(What the task asks): While reading the listing below, count how many lines hold the word "begin", and answer with the number only.

(Provided data):
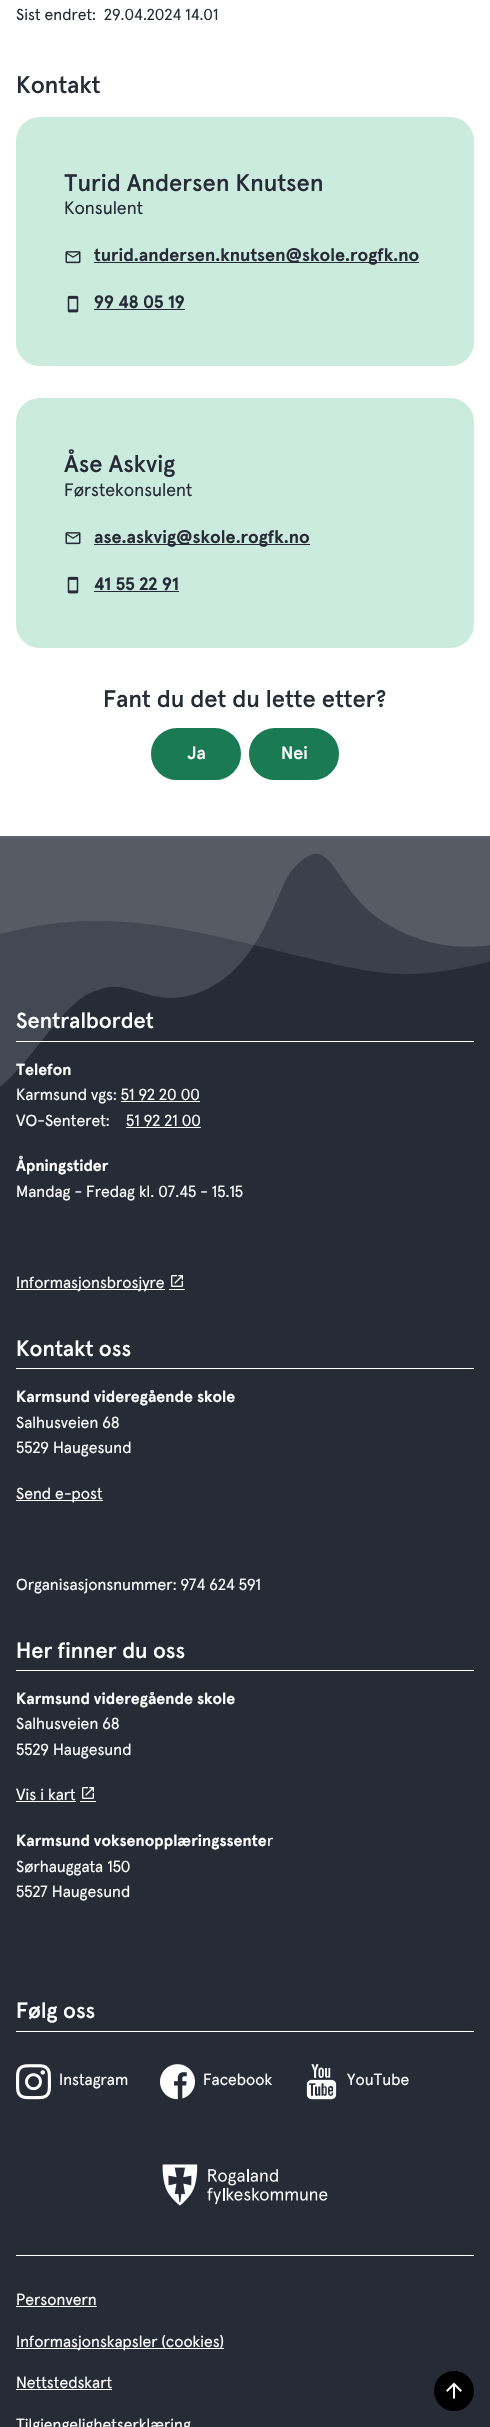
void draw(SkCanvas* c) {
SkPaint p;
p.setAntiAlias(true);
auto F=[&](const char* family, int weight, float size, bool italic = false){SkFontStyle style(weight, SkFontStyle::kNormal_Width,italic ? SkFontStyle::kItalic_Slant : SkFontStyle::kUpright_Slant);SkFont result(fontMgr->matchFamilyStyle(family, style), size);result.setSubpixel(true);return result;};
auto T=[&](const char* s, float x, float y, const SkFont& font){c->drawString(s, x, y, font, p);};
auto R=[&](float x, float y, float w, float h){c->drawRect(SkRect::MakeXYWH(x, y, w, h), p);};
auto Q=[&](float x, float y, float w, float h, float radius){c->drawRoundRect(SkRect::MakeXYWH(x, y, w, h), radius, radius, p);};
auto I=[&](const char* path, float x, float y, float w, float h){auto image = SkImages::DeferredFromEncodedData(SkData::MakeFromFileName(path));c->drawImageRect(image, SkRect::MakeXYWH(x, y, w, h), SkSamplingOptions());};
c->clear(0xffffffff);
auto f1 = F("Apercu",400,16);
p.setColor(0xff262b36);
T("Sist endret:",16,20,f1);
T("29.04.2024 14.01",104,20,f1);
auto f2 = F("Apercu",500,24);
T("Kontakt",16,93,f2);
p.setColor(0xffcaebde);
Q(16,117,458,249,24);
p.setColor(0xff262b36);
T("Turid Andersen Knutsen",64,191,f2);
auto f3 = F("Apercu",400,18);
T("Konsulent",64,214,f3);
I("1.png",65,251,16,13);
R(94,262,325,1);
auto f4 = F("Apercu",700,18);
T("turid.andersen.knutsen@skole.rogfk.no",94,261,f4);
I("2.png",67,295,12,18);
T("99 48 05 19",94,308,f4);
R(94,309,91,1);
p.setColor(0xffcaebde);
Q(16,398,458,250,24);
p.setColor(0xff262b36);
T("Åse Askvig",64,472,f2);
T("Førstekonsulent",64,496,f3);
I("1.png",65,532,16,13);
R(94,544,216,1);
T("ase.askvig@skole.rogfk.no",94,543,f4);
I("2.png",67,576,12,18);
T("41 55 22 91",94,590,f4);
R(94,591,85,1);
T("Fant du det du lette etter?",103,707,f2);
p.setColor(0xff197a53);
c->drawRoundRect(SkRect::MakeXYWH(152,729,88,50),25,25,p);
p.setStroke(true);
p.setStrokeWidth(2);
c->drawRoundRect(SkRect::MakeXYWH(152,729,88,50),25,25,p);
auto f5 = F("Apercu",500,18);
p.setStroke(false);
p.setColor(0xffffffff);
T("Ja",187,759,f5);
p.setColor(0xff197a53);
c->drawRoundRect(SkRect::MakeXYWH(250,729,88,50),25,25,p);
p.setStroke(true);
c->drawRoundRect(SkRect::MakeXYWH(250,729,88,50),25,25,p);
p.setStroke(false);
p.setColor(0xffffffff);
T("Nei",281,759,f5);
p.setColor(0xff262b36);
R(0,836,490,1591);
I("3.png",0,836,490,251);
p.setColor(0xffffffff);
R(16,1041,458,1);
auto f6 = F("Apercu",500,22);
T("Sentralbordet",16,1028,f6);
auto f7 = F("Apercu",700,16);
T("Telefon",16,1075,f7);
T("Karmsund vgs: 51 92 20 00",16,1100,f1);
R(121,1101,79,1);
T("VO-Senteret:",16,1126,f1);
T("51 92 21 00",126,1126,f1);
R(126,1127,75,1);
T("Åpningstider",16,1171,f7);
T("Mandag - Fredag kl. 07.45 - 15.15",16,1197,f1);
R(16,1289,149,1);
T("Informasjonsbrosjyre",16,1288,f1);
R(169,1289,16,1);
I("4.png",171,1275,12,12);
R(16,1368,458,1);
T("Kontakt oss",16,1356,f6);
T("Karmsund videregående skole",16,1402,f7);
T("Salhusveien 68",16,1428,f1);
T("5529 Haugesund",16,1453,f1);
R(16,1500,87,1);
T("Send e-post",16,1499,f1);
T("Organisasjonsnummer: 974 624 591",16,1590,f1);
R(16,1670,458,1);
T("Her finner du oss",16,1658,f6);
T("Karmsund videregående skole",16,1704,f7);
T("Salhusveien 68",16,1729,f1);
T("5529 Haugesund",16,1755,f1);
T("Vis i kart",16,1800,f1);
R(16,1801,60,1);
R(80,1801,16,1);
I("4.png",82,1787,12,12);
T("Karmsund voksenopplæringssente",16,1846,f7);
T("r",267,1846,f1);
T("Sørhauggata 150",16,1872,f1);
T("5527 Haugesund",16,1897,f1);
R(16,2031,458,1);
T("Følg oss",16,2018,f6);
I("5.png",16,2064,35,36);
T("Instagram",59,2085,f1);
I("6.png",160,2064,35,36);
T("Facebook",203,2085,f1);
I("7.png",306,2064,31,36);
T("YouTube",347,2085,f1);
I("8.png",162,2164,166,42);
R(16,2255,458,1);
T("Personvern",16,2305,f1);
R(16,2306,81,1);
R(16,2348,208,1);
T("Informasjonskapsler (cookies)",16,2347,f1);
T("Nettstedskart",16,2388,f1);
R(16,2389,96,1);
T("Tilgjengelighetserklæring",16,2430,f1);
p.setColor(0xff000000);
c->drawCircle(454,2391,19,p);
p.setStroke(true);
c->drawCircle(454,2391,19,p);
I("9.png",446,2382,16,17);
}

* * *

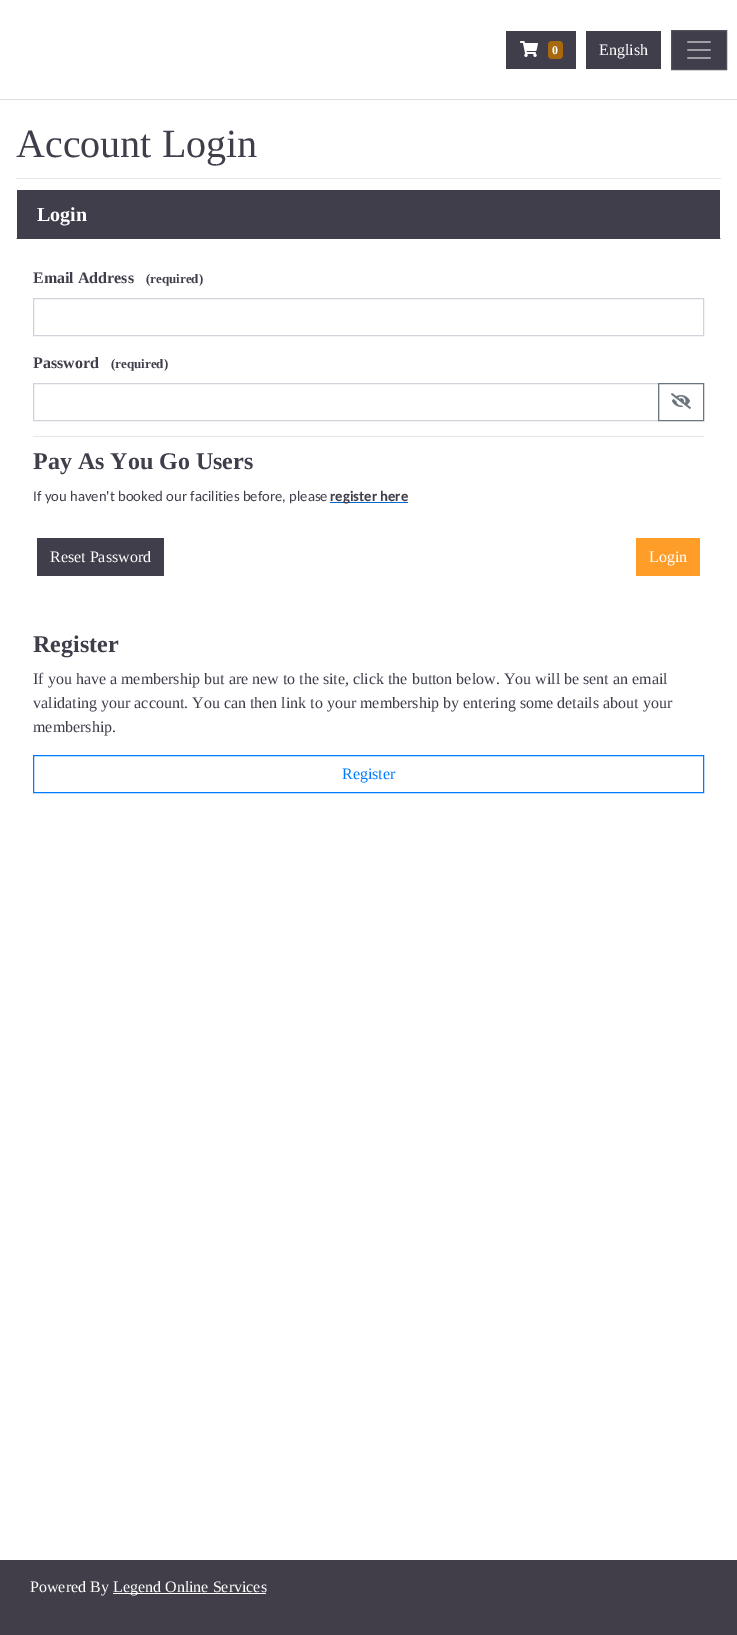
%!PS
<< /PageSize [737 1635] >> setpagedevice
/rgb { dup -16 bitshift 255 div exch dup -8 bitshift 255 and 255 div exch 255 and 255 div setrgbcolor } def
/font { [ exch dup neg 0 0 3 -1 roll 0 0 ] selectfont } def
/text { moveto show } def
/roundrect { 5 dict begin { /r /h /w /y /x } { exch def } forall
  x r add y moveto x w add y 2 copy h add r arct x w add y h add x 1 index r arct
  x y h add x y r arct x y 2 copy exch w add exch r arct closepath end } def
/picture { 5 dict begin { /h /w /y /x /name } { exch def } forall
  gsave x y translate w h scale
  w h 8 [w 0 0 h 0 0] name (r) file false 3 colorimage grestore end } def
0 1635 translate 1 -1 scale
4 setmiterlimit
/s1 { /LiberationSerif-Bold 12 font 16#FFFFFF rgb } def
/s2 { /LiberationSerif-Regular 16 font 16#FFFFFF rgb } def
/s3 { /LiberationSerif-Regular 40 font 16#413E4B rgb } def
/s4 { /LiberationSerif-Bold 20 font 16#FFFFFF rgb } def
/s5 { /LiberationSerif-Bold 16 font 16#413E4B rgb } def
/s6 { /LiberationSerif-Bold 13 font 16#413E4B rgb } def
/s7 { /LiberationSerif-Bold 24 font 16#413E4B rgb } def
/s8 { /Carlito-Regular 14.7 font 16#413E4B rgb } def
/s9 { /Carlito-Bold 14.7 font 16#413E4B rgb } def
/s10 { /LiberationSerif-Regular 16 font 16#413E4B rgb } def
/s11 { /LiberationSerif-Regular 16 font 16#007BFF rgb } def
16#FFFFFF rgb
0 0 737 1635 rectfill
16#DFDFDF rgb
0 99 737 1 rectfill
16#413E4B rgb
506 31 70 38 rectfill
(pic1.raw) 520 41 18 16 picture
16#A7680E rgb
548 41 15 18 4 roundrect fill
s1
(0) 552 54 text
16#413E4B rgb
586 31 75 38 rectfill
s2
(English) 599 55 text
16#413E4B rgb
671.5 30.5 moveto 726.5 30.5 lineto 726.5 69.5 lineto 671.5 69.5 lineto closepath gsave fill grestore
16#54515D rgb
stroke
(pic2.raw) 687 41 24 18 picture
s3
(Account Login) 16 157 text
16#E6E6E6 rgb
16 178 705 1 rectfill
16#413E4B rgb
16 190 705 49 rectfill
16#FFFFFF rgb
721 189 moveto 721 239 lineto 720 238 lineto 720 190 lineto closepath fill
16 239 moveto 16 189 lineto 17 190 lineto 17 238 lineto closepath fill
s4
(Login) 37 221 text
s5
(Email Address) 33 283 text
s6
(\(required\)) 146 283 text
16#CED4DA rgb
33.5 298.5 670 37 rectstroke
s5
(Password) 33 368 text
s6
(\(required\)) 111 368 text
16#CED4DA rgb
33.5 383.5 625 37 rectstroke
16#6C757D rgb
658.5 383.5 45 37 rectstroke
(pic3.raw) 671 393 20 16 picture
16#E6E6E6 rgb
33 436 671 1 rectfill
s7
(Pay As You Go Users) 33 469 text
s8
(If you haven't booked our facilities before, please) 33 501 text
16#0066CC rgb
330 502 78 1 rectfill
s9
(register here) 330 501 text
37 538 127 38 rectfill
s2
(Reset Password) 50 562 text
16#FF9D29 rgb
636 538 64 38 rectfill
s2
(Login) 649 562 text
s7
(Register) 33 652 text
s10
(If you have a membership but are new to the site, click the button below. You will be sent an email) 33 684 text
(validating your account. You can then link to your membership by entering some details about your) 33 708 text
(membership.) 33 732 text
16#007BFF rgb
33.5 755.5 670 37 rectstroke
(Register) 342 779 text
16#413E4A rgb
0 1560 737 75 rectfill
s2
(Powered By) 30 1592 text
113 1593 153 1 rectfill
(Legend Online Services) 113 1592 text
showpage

(Response to this task): 2